** Exercise instructions **
Pictures aside, restate the records below exactly as written.

** Supplied material **
--*--
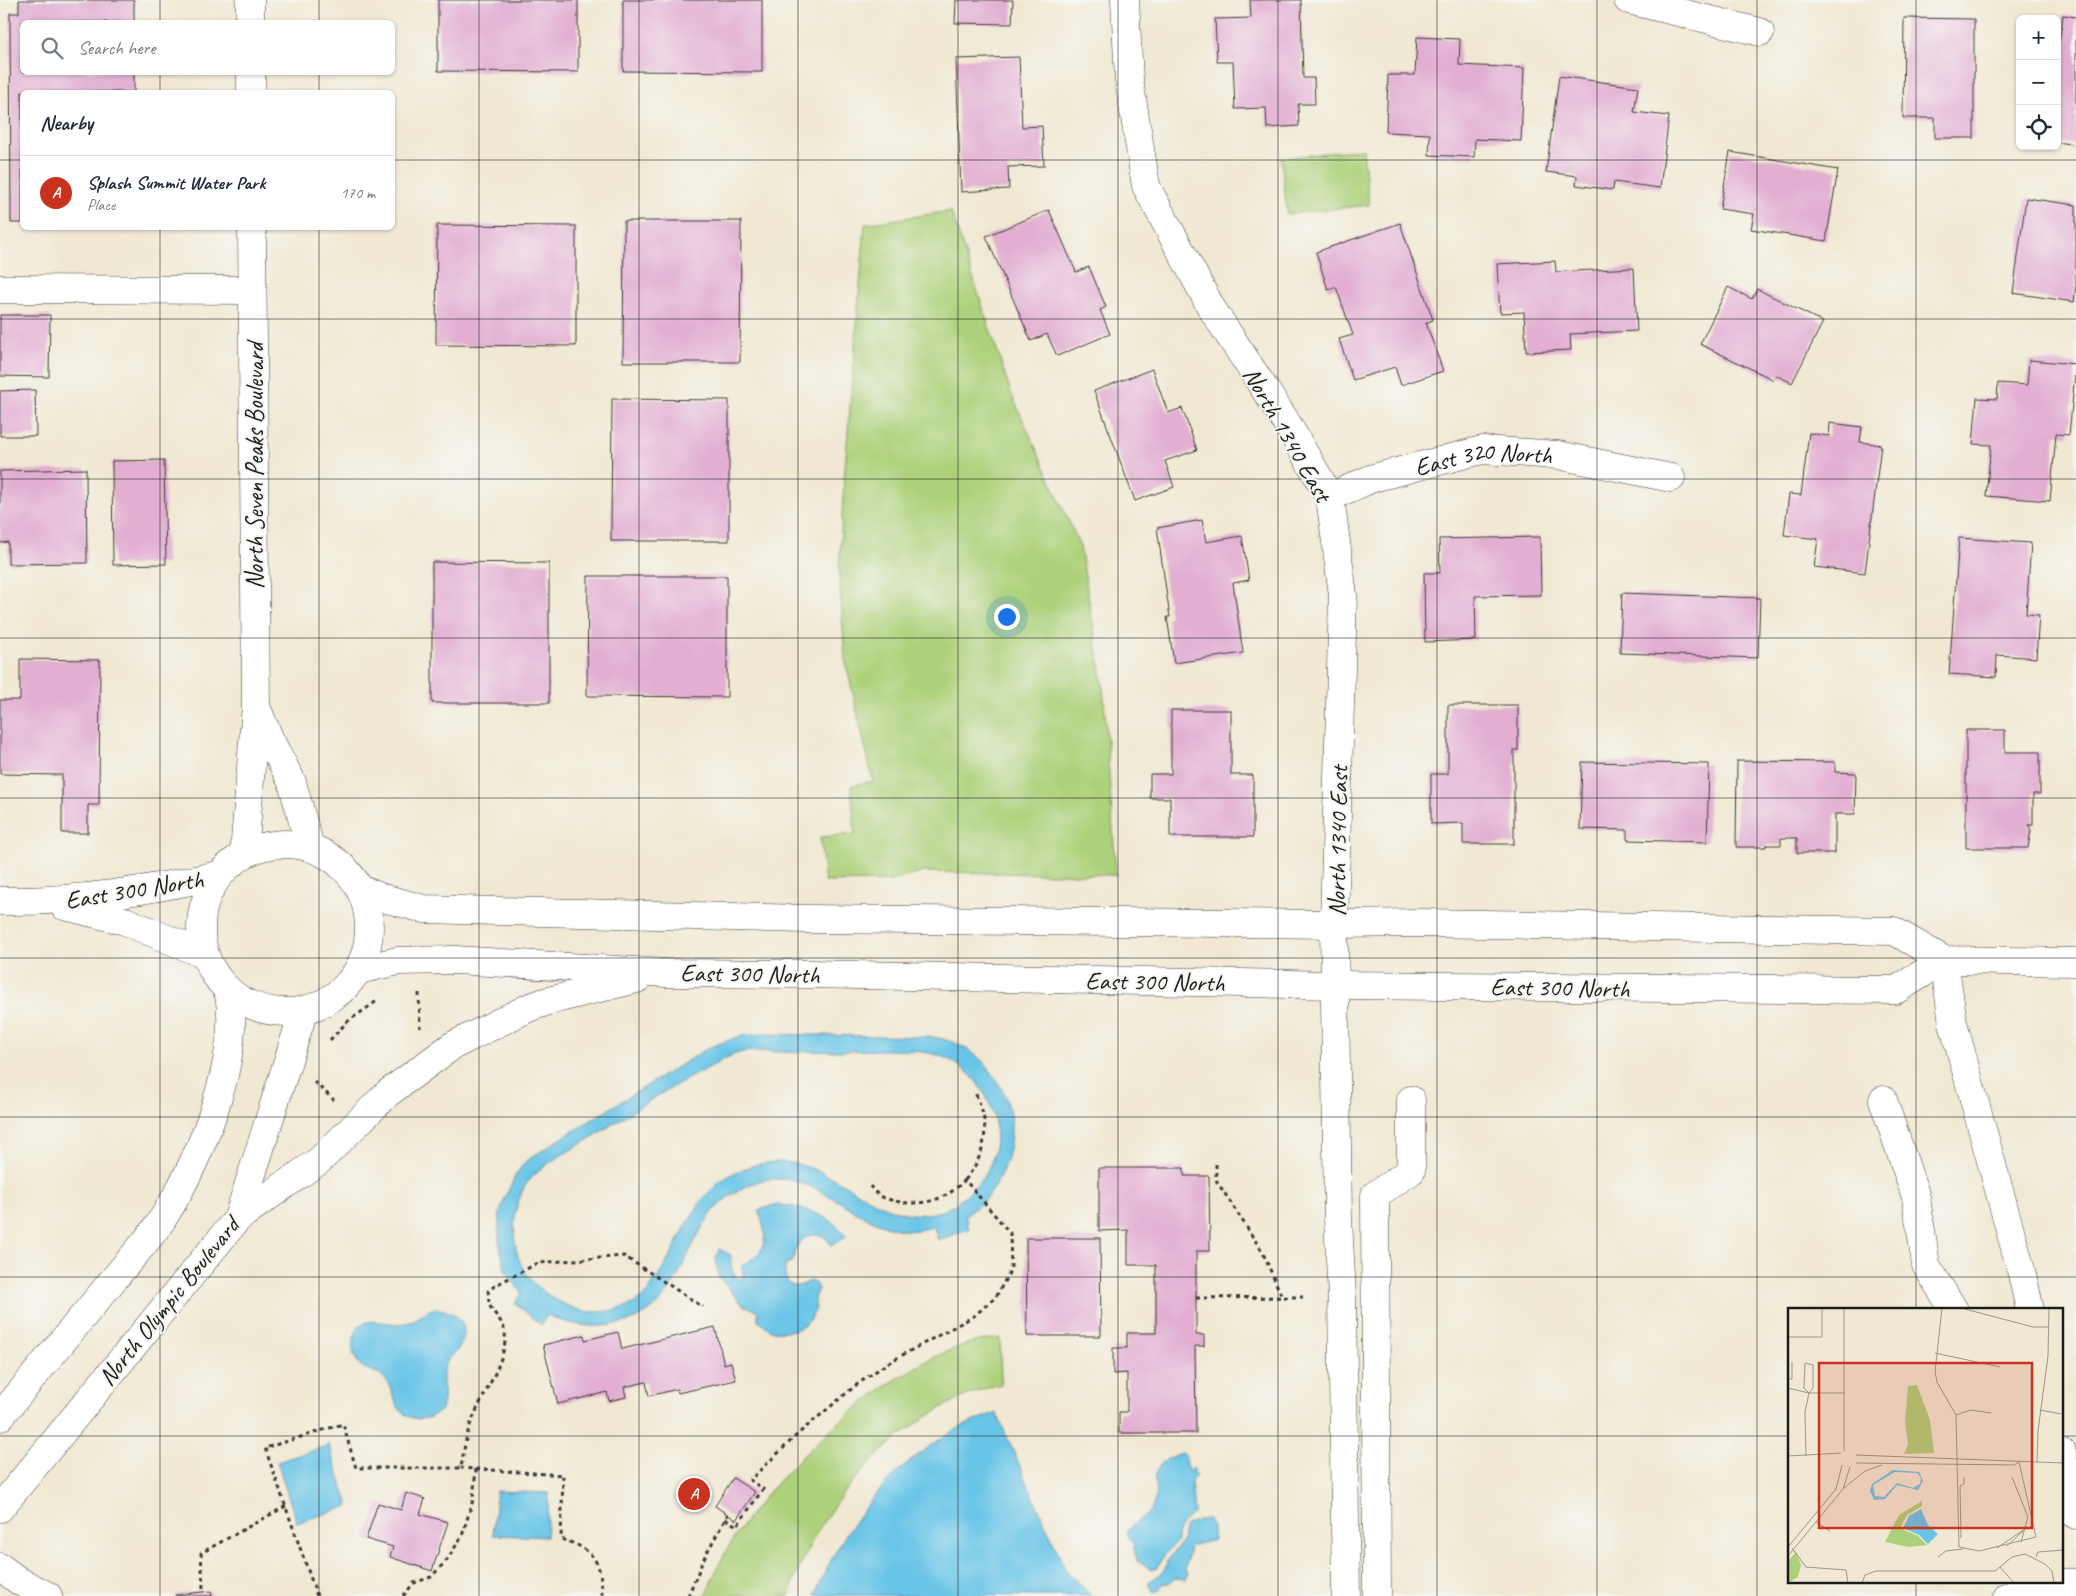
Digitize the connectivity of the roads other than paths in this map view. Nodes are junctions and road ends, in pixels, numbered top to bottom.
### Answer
1 (250, 0) edge
2 (1125, 0) edge
3 (1628, 0) edge
4 (250, 20) edge
5 (1760, 32) dead end
6 (251, 75) edge
7 (251, 90) edge
8 (252, 230) edge
9 (0, 290) edge
10 (252, 290) junction
11 (1671, 478) dead end
12 (1330, 497) junction
13 (256, 705) junction
14 (310, 847) junction
15 (244, 854) junction
16 (219, 875) junction
17 (360, 889) junction
18 (0, 901) edge
19 (48, 901) junction
20 (1334, 924) junction
21 (205, 955) junction
22 (1944, 960) junction
23 (2076, 962) edge
24 (358, 970) junction
25 (666, 973) junction
26 (1335, 985) junction
27 (228, 990) junction
28 (304, 1010) junction
29 (1411, 1100) dead end
30 (1883, 1100) dead end
31 (238, 1218) junction
32 (1953, 1308) edge
33 (2030, 1308) edge
34 (0, 1417) edge
35 (2064, 1462) edge
36 (0, 1508) edge
37 (2076, 1515) edge
38 (0, 1566) edge
39 (2076, 1583) edge
40 (2030, 1589) edge
41 (48, 1596) edge
42 (1346, 1596) edge
43 (1377, 1596) edge
44 (2008, 1596) edge

1 - 4 street
2 - 12 street, North 1340 East
3 - 5 street
6 - 7 street
8 - 10 street, North Seven Peaks Boulevard
9 - 10 street
10 - 13 street, North Seven Peaks Boulevard
11 - 12 street, East 320 North
12 - 20 street, North 1340 East
13 - 14 street, North Seven Peaks Boulevard
13 - 15 street, North Seven Peaks Boulevard
14 - 15 street
14 - 17 street
15 - 16 street
16 - 19 street, East 300 North
16 - 21 street
17 - 20 street
17 - 24 street
18 - 19 street, East 300 North
19 - 21 street, East 300 North
20 - 22 street
20 - 26 street, North 1340 East
21 - 27 street
22 - 23 street
22 - 26 street, East 300 North
22 - 33 street
24 - 25 street, East 300 North
24 - 28 street
25 - 26 street, East 300 North
25 - 31 street
26 - 42 street, North 1340 East
27 - 28 street
27 - 34 street
28 - 31 street, North Olympic Boulevard
29 - 43 street
30 - 32 street
31 - 36 street, North Olympic Boulevard
35 - 37 street
38 - 41 street
39 - 40 street
40 - 44 street

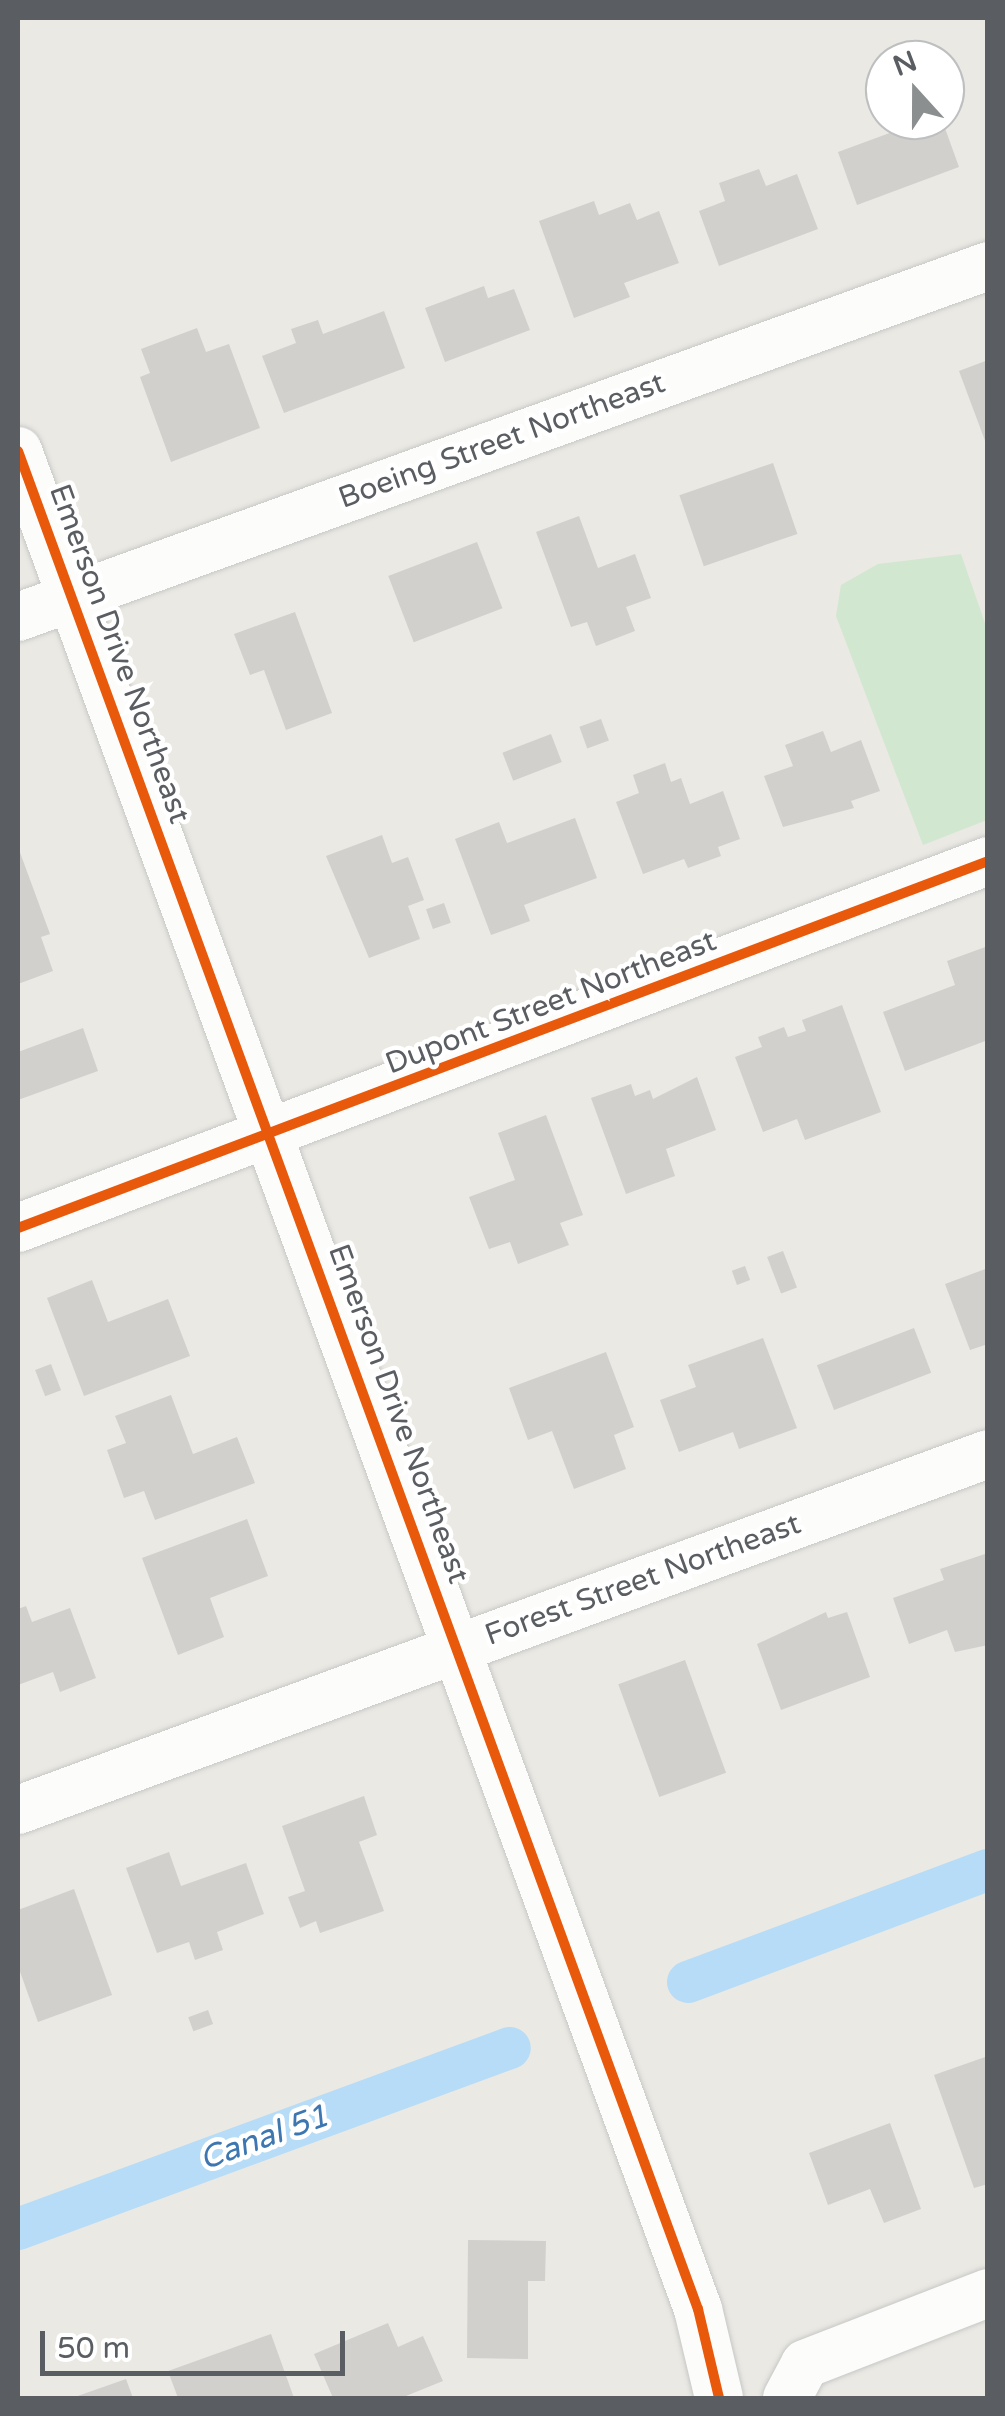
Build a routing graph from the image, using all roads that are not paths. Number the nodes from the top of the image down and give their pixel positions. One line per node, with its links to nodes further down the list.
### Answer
1 (988, 266): 3 (street, Boeing Street Northeast)
2 (18, 450): 3 (street, Emerson Drive Northeast)
3 (72, 597): 4 (street, Boeing Street Northeast); 6 (street, Emerson Drive Northeast)
4 (18, 617)
5 (988, 861): 6 (street, Dupont Street Northeast)
6 (270, 1137): 7 (street, Dupont Street Northeast); 9 (street, Emerson Drive Northeast)
7 (18, 1228)
8 (988, 1454): 9 (street, Forest Street Northeast)
9 (456, 1648): 10 (street, Forest Street Northeast); 12 (street, Emerson Drive Northeast)
10 (18, 1810)
11 (988, 2293): 13 (street)
12 (705, 2394)
13 (788, 2398)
--*--
** Answer for this exercise **
Digitize the connectivity of the roads other than paths in this map view. Nodes are junctions and road ends, in pixels, numbered top to bottom.
### Answer
1 (250, 0) edge
2 (1125, 0) edge
3 (1628, 0) edge
4 (250, 20) edge
5 (1760, 32) dead end
6 (251, 75) edge
7 (251, 90) edge
8 (252, 230) edge
9 (0, 290) edge
10 (252, 290) junction
11 (1671, 478) dead end
12 (1330, 497) junction
13 (256, 705) junction
14 (310, 847) junction
15 (244, 854) junction
16 (219, 875) junction
17 (360, 889) junction
18 (0, 901) edge
19 (48, 901) junction
20 (1334, 924) junction
21 (205, 955) junction
22 (1944, 960) junction
23 (2076, 962) edge
24 (358, 970) junction
25 (666, 973) junction
26 (1335, 985) junction
27 (228, 990) junction
28 (304, 1010) junction
29 (1411, 1100) dead end
30 (1883, 1100) dead end
31 (238, 1218) junction
32 (1953, 1308) edge
33 (2030, 1308) edge
34 (0, 1417) edge
35 (2064, 1462) edge
36 (0, 1508) edge
37 (2076, 1515) edge
38 (0, 1566) edge
39 (2076, 1583) edge
40 (2030, 1589) edge
41 (48, 1596) edge
42 (1346, 1596) edge
43 (1377, 1596) edge
44 (2008, 1596) edge

1 - 4 street
2 - 12 street, North 1340 East
3 - 5 street
6 - 7 street
8 - 10 street, North Seven Peaks Boulevard
9 - 10 street
10 - 13 street, North Seven Peaks Boulevard
11 - 12 street, East 320 North
12 - 20 street, North 1340 East
13 - 14 street, North Seven Peaks Boulevard
13 - 15 street, North Seven Peaks Boulevard
14 - 15 street
14 - 17 street
15 - 16 street
16 - 19 street, East 300 North
16 - 21 street
17 - 20 street
17 - 24 street
18 - 19 street, East 300 North
19 - 21 street, East 300 North
20 - 22 street
20 - 26 street, North 1340 East
21 - 27 street
22 - 23 street
22 - 26 street, East 300 North
22 - 33 street
24 - 25 street, East 300 North
24 - 28 street
25 - 26 street, East 300 North
25 - 31 street
26 - 42 street, North 1340 East
27 - 28 street
27 - 34 street
28 - 31 street, North Olympic Boulevard
29 - 43 street
30 - 32 street
31 - 36 street, North Olympic Boulevard
35 - 37 street
38 - 41 street
39 - 40 street
40 - 44 street

Build a routing graph from the image, using all roads that are not paths. Number the nodes from the top of the image down and give their pixel positions. One line per node, with its links to nodes further down the list.
### Answer
1 (988, 266): 3 (street, Boeing Street Northeast)
2 (18, 450): 3 (street, Emerson Drive Northeast)
3 (72, 597): 4 (street, Boeing Street Northeast); 6 (street, Emerson Drive Northeast)
4 (18, 617)
5 (988, 861): 6 (street, Dupont Street Northeast)
6 (270, 1137): 7 (street, Dupont Street Northeast); 9 (street, Emerson Drive Northeast)
7 (18, 1228)
8 (988, 1454): 9 (street, Forest Street Northeast)
9 (456, 1648): 10 (street, Forest Street Northeast); 12 (street, Emerson Drive Northeast)
10 (18, 1810)
11 (988, 2293): 13 (street)
12 (705, 2394)
13 (788, 2398)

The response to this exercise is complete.